Two polls on Virginia's statewide campaigns were released within the last 48 hours: one, by the Democrat leaning polling firm, Public Policy Polling, and one by SurveyUSA for Roanoke television station WDBJ-TV. It is interesting to note that the PPP poll has received exponential media coverage, lasting well into the second day after it was released. The SurveyUSA/WDBJ poll was released last night but is hardly causing a blip on the Mainstream Media's radar screen. The most likely explanation is that the SurveyUSA/WDBJ poll seems out of whack when compared to other polls. While many have the governor's race in a four to seven point range, in favor of Republican Bob McDonnell, the SurveyUSA/WDBJ poll shows him up by double digits, as it does his running mates Lt. Governor Bill Bolling, running for re-election, and Senator Ken Cuccinelli (R-37, Fairfax), running for attorney general. Still, that's never stopped the notoriously out of proportion Washington Post polls from getting top billing across the state. 

In what has gone practically unmentioned in the frenzy of the tightening of PPP's poll, however, is that it also shows Lt. Governor Bolling and Senator Cuccinelli leading by eight and nine points, respectively. So, we have a Mainstream Media cherry picking news even from the one poll on which it has focused. Not only that, but by its own admission, the PPP poll's "internals" do not show bad news for McDonnell. Among the fndings (see PPP Blog here):

52% of voters say they're very familiar with the thesis and McDonnell actually has a 55-41 {lead} with that group, reflecting the fact that Republicans are more engaged this year and following the campaign more closely. Deeds is up 56-41 with the 29% of voters who claim moderate knowledge of the thesis.

(Does this mean conservative voters are more informed, or just that they don't watch MSNBC?)

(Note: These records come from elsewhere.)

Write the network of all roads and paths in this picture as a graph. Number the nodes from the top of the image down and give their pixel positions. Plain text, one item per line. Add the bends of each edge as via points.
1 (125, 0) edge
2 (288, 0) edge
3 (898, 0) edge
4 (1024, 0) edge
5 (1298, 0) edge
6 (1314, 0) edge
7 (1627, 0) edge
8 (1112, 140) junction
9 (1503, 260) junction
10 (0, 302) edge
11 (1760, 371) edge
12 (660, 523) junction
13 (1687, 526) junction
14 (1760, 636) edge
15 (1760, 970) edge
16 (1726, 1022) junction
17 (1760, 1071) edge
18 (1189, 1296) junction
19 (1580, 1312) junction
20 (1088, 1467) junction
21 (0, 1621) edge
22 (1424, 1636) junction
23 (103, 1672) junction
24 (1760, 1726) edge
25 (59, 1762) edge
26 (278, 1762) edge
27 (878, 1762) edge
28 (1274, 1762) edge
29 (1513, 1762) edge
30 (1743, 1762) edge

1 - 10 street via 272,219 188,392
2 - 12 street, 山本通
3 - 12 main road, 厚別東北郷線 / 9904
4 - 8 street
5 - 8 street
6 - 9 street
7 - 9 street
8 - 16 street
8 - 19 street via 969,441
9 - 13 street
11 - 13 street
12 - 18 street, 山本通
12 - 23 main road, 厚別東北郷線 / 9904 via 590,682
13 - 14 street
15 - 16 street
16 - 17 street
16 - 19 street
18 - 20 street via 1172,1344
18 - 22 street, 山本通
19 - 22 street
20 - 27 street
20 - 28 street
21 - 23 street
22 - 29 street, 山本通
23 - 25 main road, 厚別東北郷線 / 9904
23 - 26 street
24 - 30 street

In another blog post,PPP's Tom Jensen writes that Democrat candidate Creigh Deeds leads among voters who were undecided a month ago by 35-32 percent, and lists this as an advantage for him. But it's within the margin of error and not enough to close the gap.

Back to SurveyUSA. Here's a link to its methodology and complete statistical breakdown. It survey 1,000 Virginians, 886 of them registered to vote, and filtered its responses to the 631 of them determined to be likely voters this November.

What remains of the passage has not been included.